• Task to complete:
Among the lines of the records, find all that carry the word "Карађорђевице" and copy them.

• Records to process:
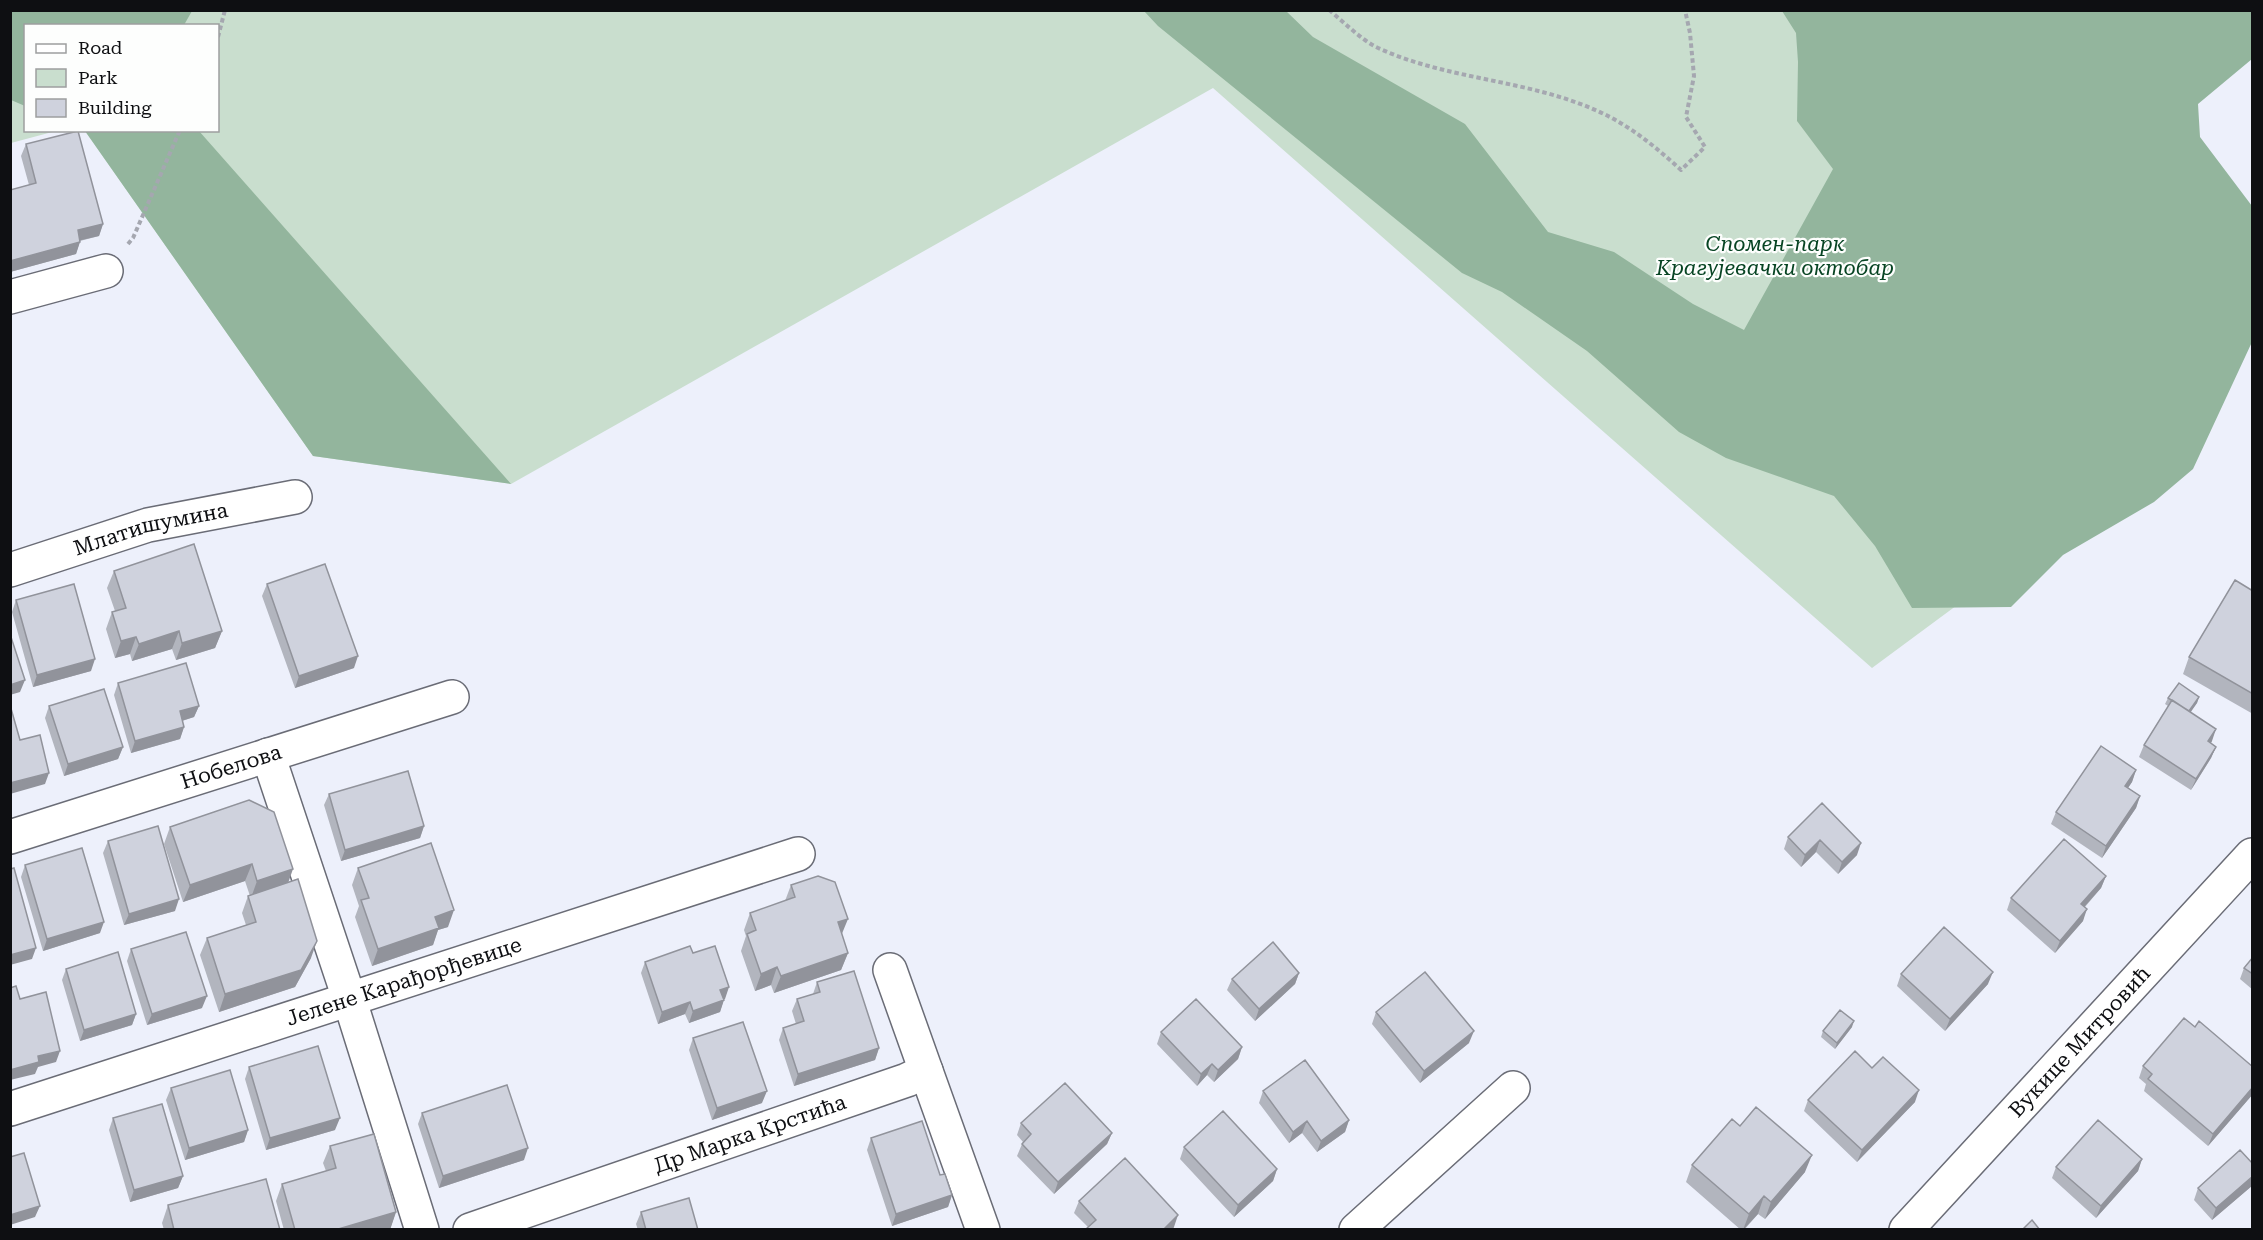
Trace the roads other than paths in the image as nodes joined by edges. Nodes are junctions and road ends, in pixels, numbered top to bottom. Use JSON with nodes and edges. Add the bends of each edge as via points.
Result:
{"nodes":[{"id":1,"x":106,"y":271,"type":"road end"},
{"id":2,"x":10,"y":297,"type":"edge"},
{"id":3,"x":295,"y":497,"type":"dead end"},
{"id":4,"x":10,"y":570,"type":"edge"},
{"id":5,"x":452,"y":697,"type":"dead end"},
{"id":6,"x":268,"y":755,"type":"junction"},
{"id":7,"x":10,"y":837,"type":"edge"},
{"id":8,"x":798,"y":854,"type":"dead end"},
{"id":9,"x":2253,"y":855,"type":"edge"},
{"id":10,"x":890,"y":970,"type":"dead end"},
{"id":11,"x":349,"y":998,"type":"junction"},
{"id":12,"x":926,"y":1071,"type":"junction"},
{"id":13,"x":1513,"y":1088,"type":"dead end"},
{"id":14,"x":10,"y":1109,"type":"edge"},
{"id":15,"x":422,"y":1230,"type":"edge"},
{"id":16,"x":470,"y":1230,"type":"edge"},
{"id":17,"x":983,"y":1230,"type":"edge"},
{"id":18,"x":1356,"y":1230,"type":"edge"},
{"id":19,"x":1906,"y":1230,"type":"edge"}],
"edges":[{"from":1,"to":2,"type":"street"},
{"from":3,"to":4,"type":"street","name":"Млатишумина","via":[[148,525]]},
{"from":5,"to":6,"type":"street","name":"Нобелова"},
{"from":6,"to":7,"type":"street","name":"Нобелова"},
{"from":6,"to":11,"type":"street"},
{"from":8,"to":11,"type":"street","name":"Јелене Карађорђевице"},
{"from":9,"to":19,"type":"street","name":"Вукице Митровић"},
{"from":10,"to":12,"type":"street"},
{"from":11,"to":14,"type":"street","name":"Јелене Карађорђевице"},
{"from":11,"to":15,"type":"street"},
{"from":12,"to":16,"type":"street","name":"Др Марка Крстића"},
{"from":12,"to":17,"type":"street"},
{"from":13,"to":18,"type":"street"}]}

• Completed task:
{"from":8,"to":11,"type":"street","name":"Јелене Карађорђевице"},
{"from":11,"to":14,"type":"street","name":"Јелене Карађорђевице"},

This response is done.